Most people equate this to a hearing loss, as in diminished hearing. It's actually quite different. My hearing on the Left side is excellent - really, I can hear a mouse fart in the woods. Unless there is any sort of background noise ... lawnmowers, air conditioners, people talking, music, wind in the trees, etc. And you'd be amazed at how much background noise exists in our normal, day to day lives! The more sources of noise there are, the more strain it puts on my "good" ear and my brain. You see, when you have a total hearing loss on one side, you lose the ability to be able to filter noise effectively. All the noises arrive at the good ear at the same time, which makes it quite difficult for your brain to process each noise individually. What frequently happens is that all you really hear is a blast of noise - voices tend to run together, background noise overrides other noises that you would normally be able to isolate. All in all, it is frustrating and it is also very tiring. So, why am I talking about this? (And, no, I'm not whining...)

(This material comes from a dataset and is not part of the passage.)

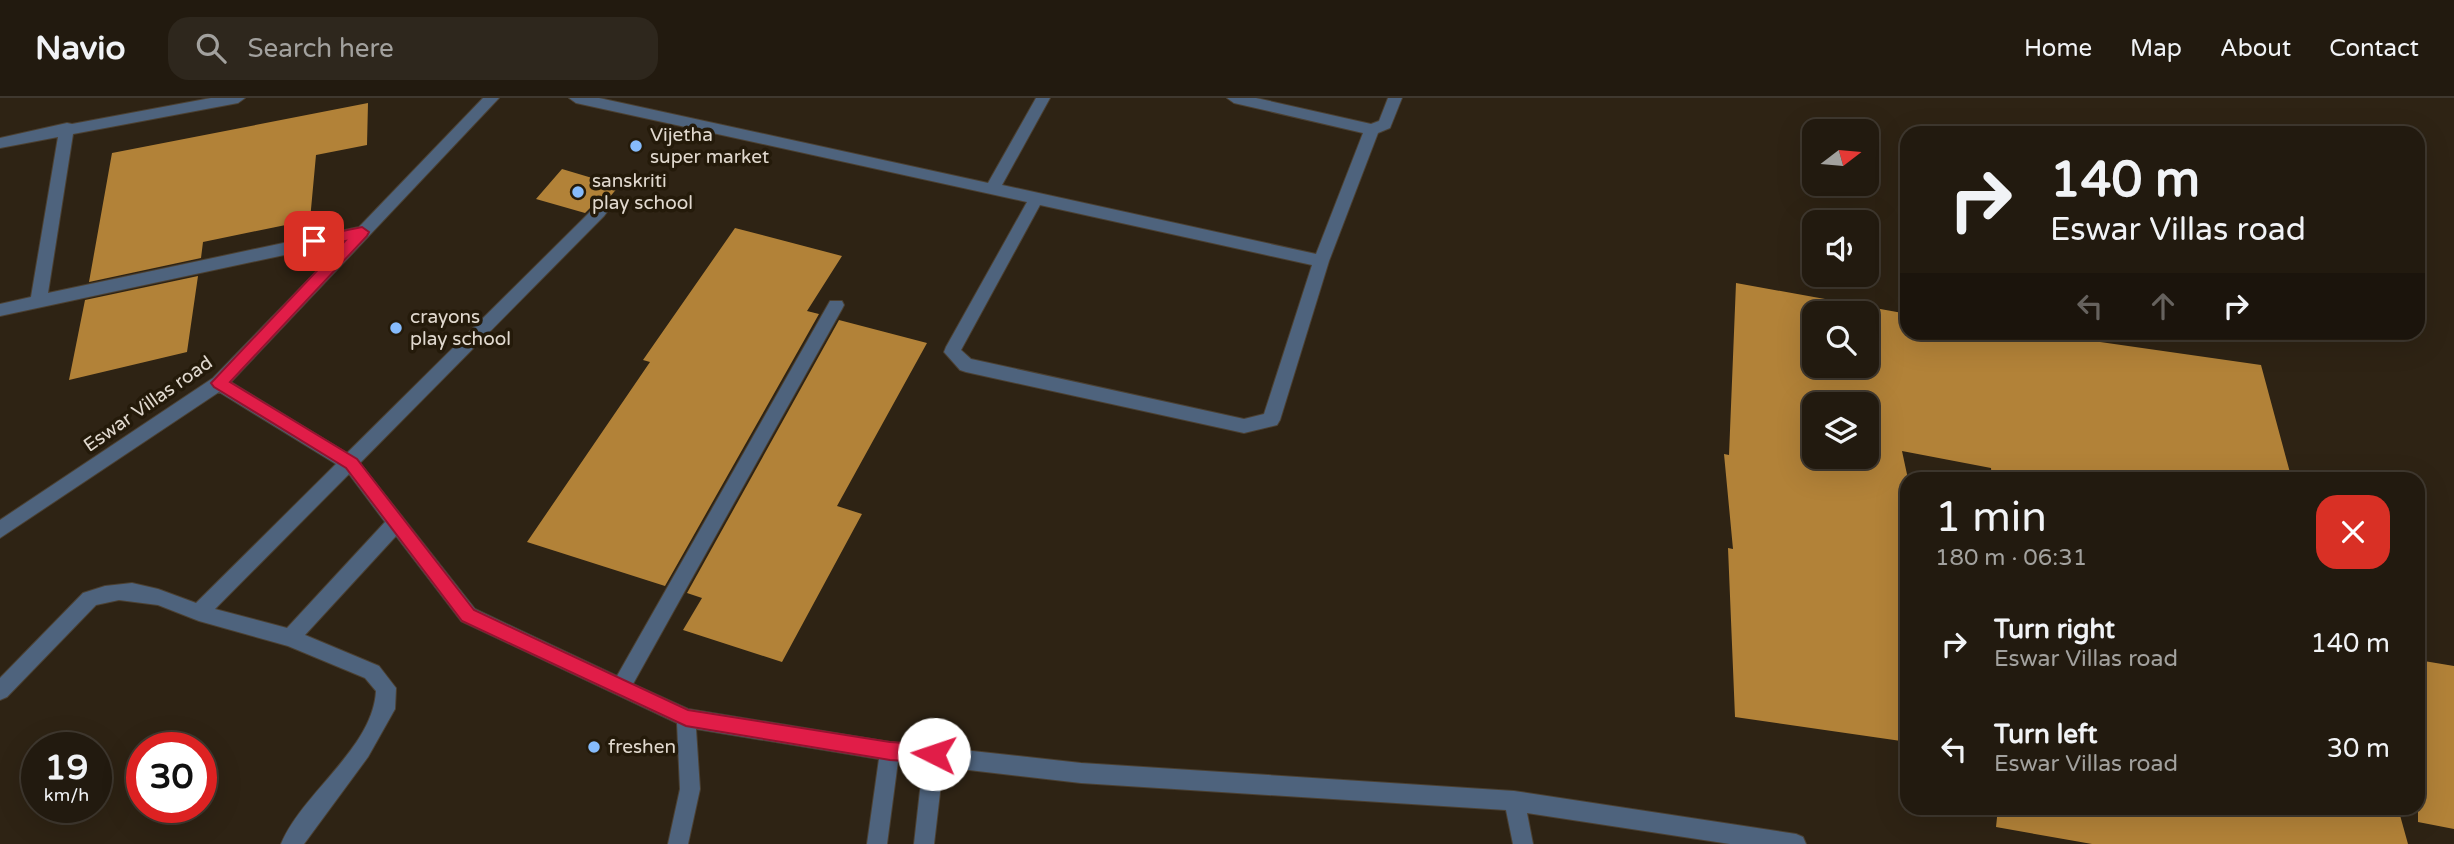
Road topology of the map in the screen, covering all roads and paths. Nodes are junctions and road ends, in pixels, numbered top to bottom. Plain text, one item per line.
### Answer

Well, several weeks ago I went to get my hearing checked in my good ear (a yearly occurrence now since it is the only ear I have left). While I was there, I had them evaluate me for a Bone Anchored Hearing Device (Baha, by Cochlear). This is a pretty cool thing that allows your skull to conduct sound waves to your "good" ear. It is also a pretty major commitment. It involves having a titanium "abutment" (think screw) embedded in your skull above the deaf ear. Once the screw has been occified into the mastoid bone of your skull (which takes about 3 months), you can then snap a small sound processor onto the abutment and ... voila, you have some degree of bilateral hearing! Of course, once the screw is in there, it is there for life, so you kind of need to be sure you are okay with that. If you can embrace your inner Frankenstein, though, it seems like a good way to simulate some sort of normal hearing.
Like all things, it has some limitations. Friends who have a Baha tell me that it doesn't "sound" like regular hearing, it has a bit of a tinny sound to it. And, most people still can't tell where sound is coming from (directionality, or localization.) But, it does allow you to know when someone on your deaf side is talking. And, it does allow you to filter some of the background noise which makes it easier to comprehend words. It even has a little adapter so that you can plug in a device like an iPod.

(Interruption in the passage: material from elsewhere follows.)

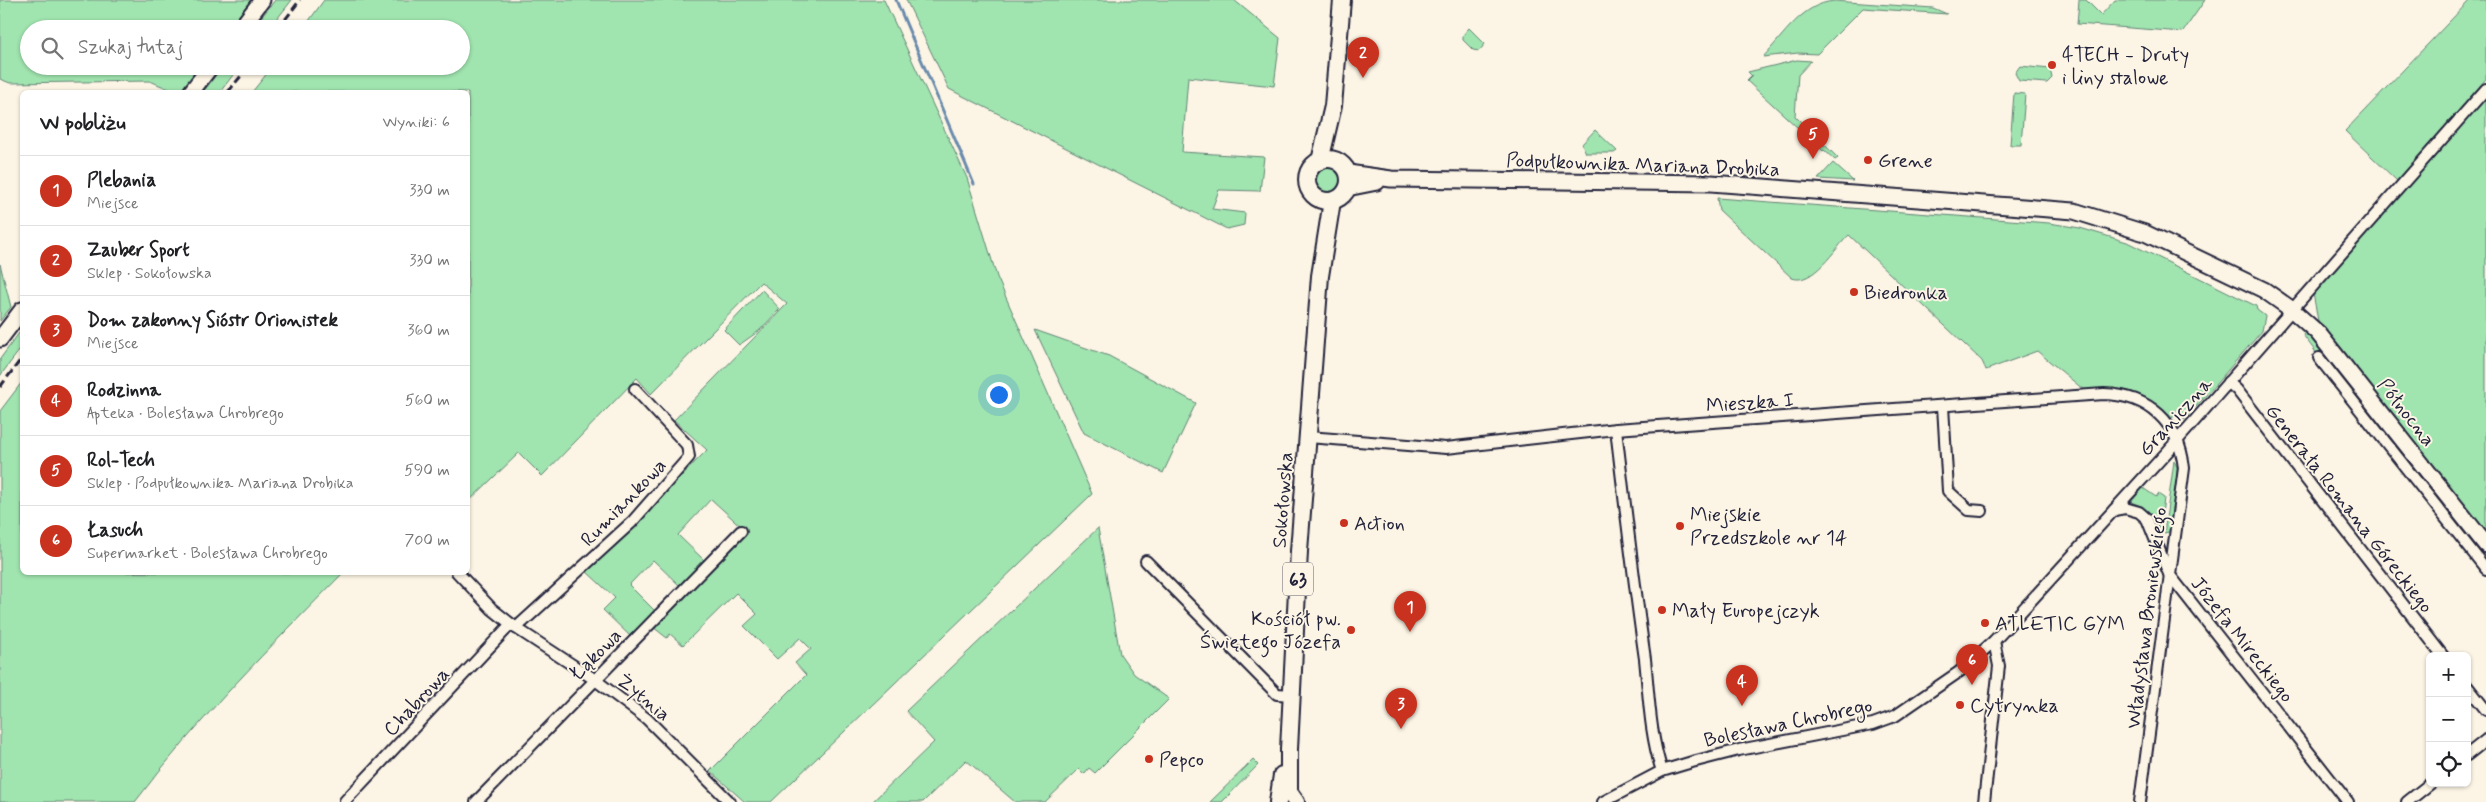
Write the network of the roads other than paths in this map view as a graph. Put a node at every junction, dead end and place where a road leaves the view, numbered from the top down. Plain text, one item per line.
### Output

So, over the next few weeks, I will be making a decision to whether I want to become a "bolt head." And, if the decision is yes, then I will start what will surely be a battle royal with the insurance company to cover the operation and device.
If you'd like to know more about the Baha, you can check out their website at
http://products.cochlearamericas.com/baha/introduction-to-baha
bAHA! Great. That sounds 9excuse the bad pun) like a great idea. BUt not having directional hearing is a bit of a limitation all the same. Not really sure why it wouldn't work for that? I'm glad I have my hearing aid, it gives me some sense of directional hearing, even if it doesn't work to help me understand voices on that side.
ReplyDeleteDebbi~
ReplyDeleteDon't you have Aetna? I spoke to them just the other day to see if the BAHA was covered and after much digging (she wasn't familiar with it), she said that it was..."IF you qualified..." Ummm...I have no ear drum on that side - ya think that's good enough!? Anyway, looks like when I get around to scheduling it, I probably will go ahead with it but I have a few other things going on right now! :o)
Well, Kay, wouldn't it be something if we both ended up with Baha's at the same time? And, yes, I also have Aetna. One of my AN friends here in the NY area just had her Baha - fully paid by Aetna, including the processor. So... yep, I think we qualify! I would say 100% deafness would be sufficient ...
ReplyDeleteDebbi,
ReplyDeleteI was just thinking about this last week. JP was given BAHA as an option after his accident. At the time, he was not open to the idea. What got me thinking about it again was my mom commenting on how deaf my dad is getting. Hopefully, with time, JP will be more open to exploring available options.